The horse starting there would be right next to the pole, per BBC, hence the name "pole sitter." The name stuck around after car racing grew in popularity during the early 1900s, when automobiles began to reach speeds of up to 80 miles per hour (per Britannica).

According to BBC, the pole sitter is the absolute best position. But the racer doesn't just get the pole-sitting spot — they have to earn it. At most professional races today, there are qualifying rounds before the official race. Whoever clocks the fastest time during a qualification race will take the pole spot.

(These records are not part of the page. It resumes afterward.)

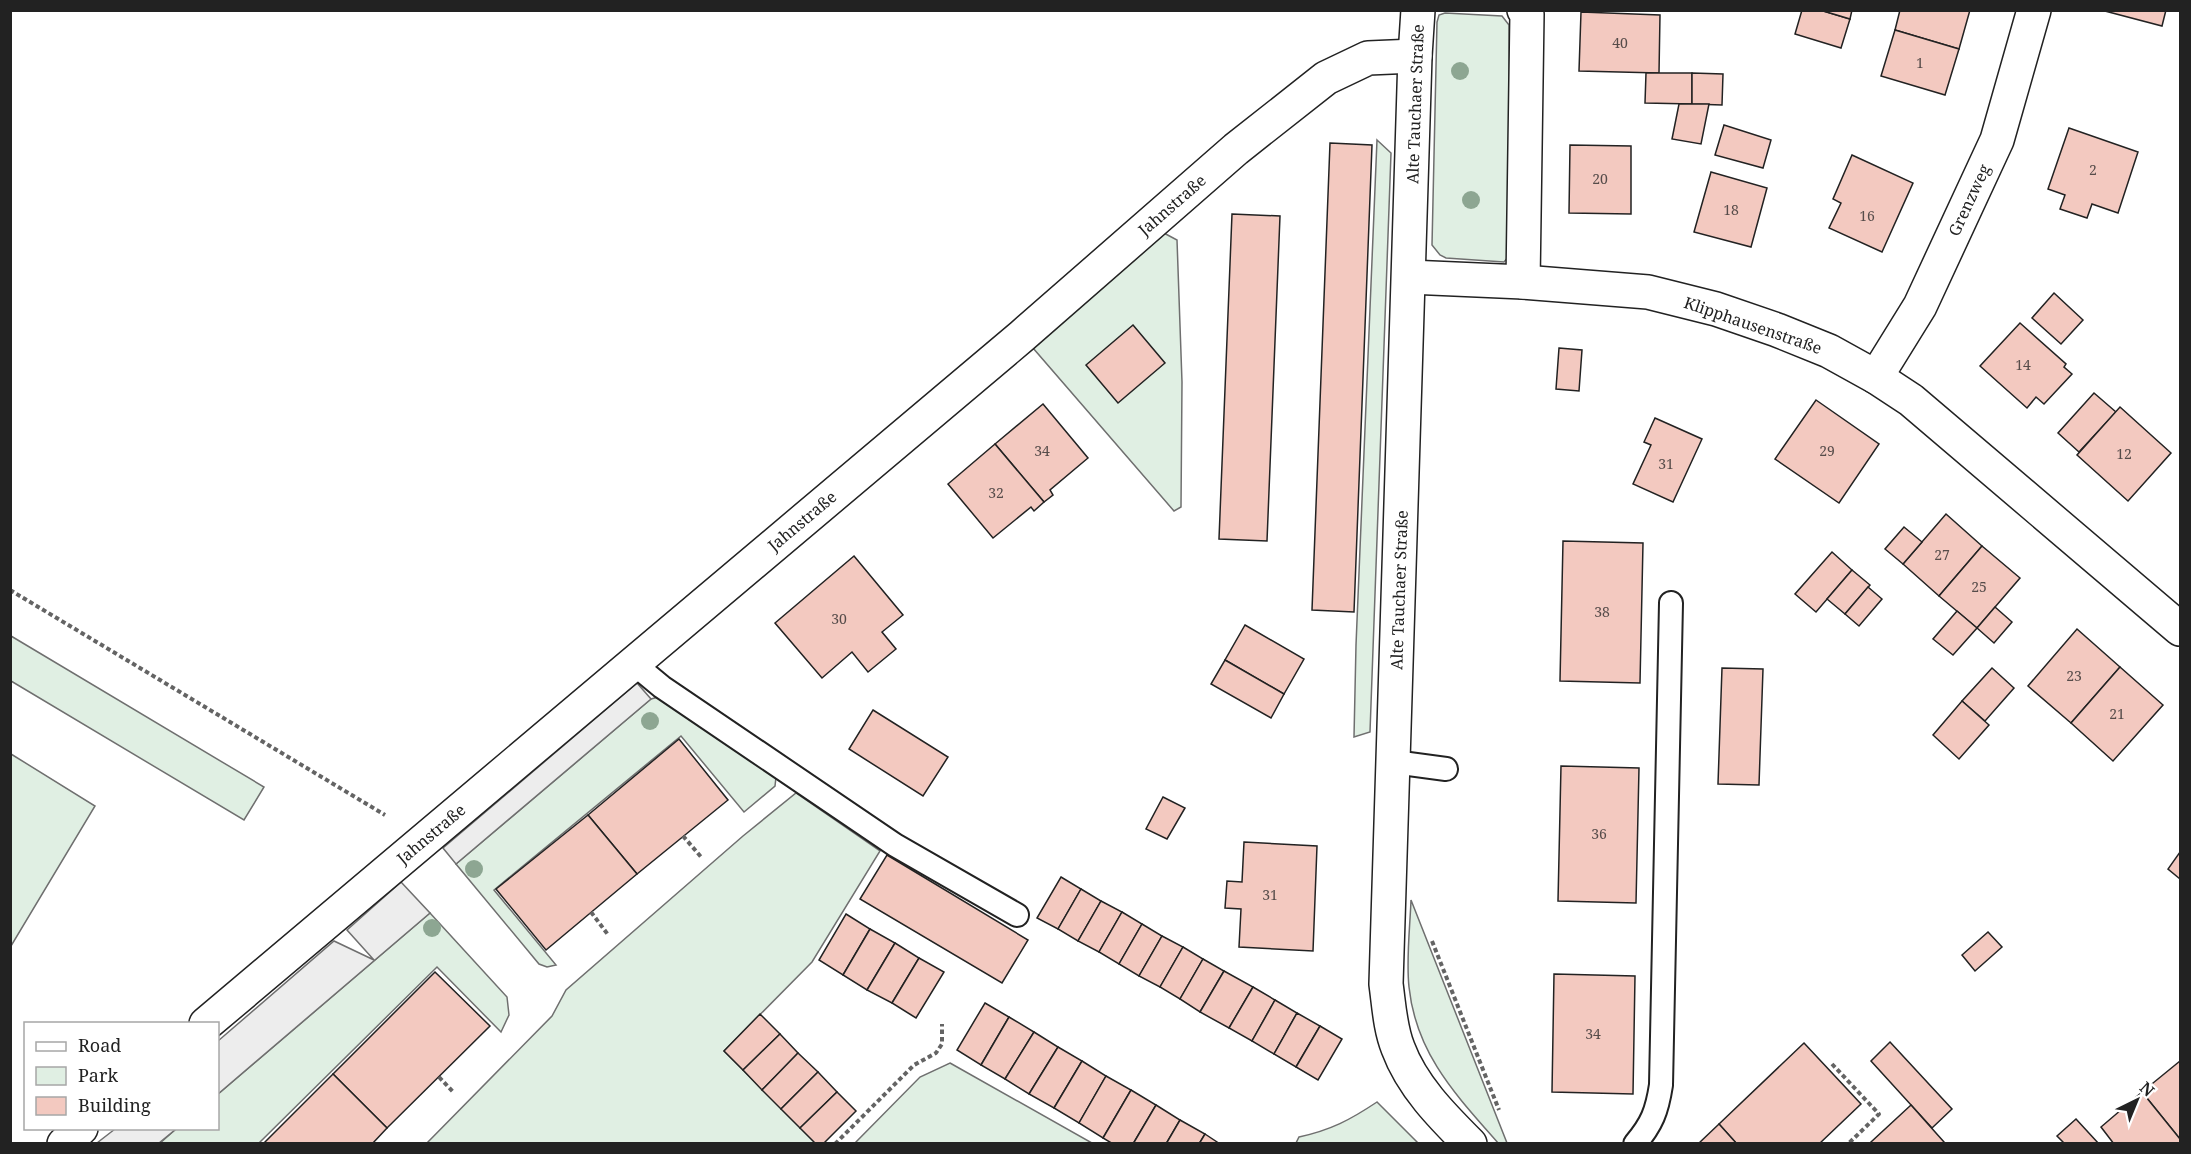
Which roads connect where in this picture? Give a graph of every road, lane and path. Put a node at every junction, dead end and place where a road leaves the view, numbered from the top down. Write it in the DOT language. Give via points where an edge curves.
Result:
graph roads {
  1 [pos="1419,10"];
  2 [pos="1524,10"];
  3 [pos="2034,10"];
  4 [pos="1415,57"];
  5 [pos="1409,276"];
  6 [pos="1523,282"];
  7 [pos="1876,377"];
  8 [pos="10,590"];
  9 [pos="1671,603"];
  10 [pos="2181,629"];
  11 [pos="633,663"];
  12 [pos="1394,762"];
  13 [pos="1446,769"];
  14 [pos="683,836"];
  15 [pos="422,842"];
  16 [pos="702,858"];
  17 [pos="591,912"];
  18 [pos="1017,915"];
  19 [pos="1428,932"];
  20 [pos="609,936"];
  21 [pos="207,1022"];
  22 [pos="942,1024"];
  23 [pos="1832,1064"];
  24 [pos="439,1077"];
  25 [pos="454,1093"];
  26 [pos="1499,1110"];
  27 [pos="79,1130"];
  28 [pos="64,1143"];
  29 [pos="835,1143"];
  30 [pos="1470,1143"];
  31 [pos="1635,1143"];
  32 [pos="1848,1143"];
  1 -- 4 [label="street, Alte Tauchaer Straße"];
  2 -- 6 [label="street" via="1527,14"];
  3 -- 7 [label="street, Grenzweg" via="1997,140 1920,306"];
  4 -- 5 [label="street, Alte Tauchaer Straße"];
  4 -- 11 [label="street, Jahnstraße" via="1368,58 1326,78 1236,149 1022,336"];
  5 -- 6 [label="street, Klipphausenstraße"];
  5 -- 12 [label="street, Alte Tauchaer Straße"];
  6 -- 7 [label="street, Klipphausenstraße" via="1648,292 1716,309 1829,351"];
  7 -- 10 [label="street, Klipphausenstraße" via="1928,414"];
  8 -- 15 [label="path" via="397,821"];
  9 -- 31 [label="lane" via="1661,1085 1648,1129"];
  11 -- 15 [label="street, Jahnstraße"];
  11 -- 18 [label="lane" via="662,687 895,844"];
  12 -- 13 [label="lane"];
  12 -- 30 [label="street, Alte Tauchaer Straße" via="1386,984 1391,1023 1398,1049 1425,1097"];
  14 -- 16 [label="path"];
  15 -- 21 [label="street, Jahnstraße"];
  17 -- 20 [label="path"];
  19 -- 26 [label="path"];
  22 -- 29 [label="path" via="942,1044 936,1053 914,1065"];
  23 -- 32 [label="path" via="1879,1114"];
  24 -- 25 [label="path"];
  27 -- 28 [label="street"];
}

According to How Stuff Works, there are actually two coveted pole positions, inner and outer. At some races, like the Daytona 500, the fastest racer takes the inside pole position, while the second fastest takes the outer pole spot. The other drivers are then assigned spots according to how fast they raced in qualifying events or in the last season's races, depending on the event.

Breaking Indy 500 records

According to Indianapolis Motor Speedway, the world record speed for a pole sitter has just been broken for the first time in decades. Racecar driver ​​Scott Dixon broke a 25-year-old record set by Scott Brayton. Driving four laps in the qualifying rounds, he drove over 234 miles per hour. 

It will be Dixon's fifth time in the pole position, and it is the fastest time average speed recorded in a qualifying round in more than 100 years of Indy 500 events. Per CBS Sports, although Dixon started in a pole position in the 2021 race as well, his car ran out of gas at one point, and Hélio Castroneves went on to win the race. So even if a driver starts in a pole position, it's no guarantee they'll win.

Per Indianapolis Motor Speedway, this year's Indy 500 is expected to be a nail-biter. This year's qualification rounds had the highest speeds ever recorded in the history of the race, and many of the starting racers drove 233 miles per hour.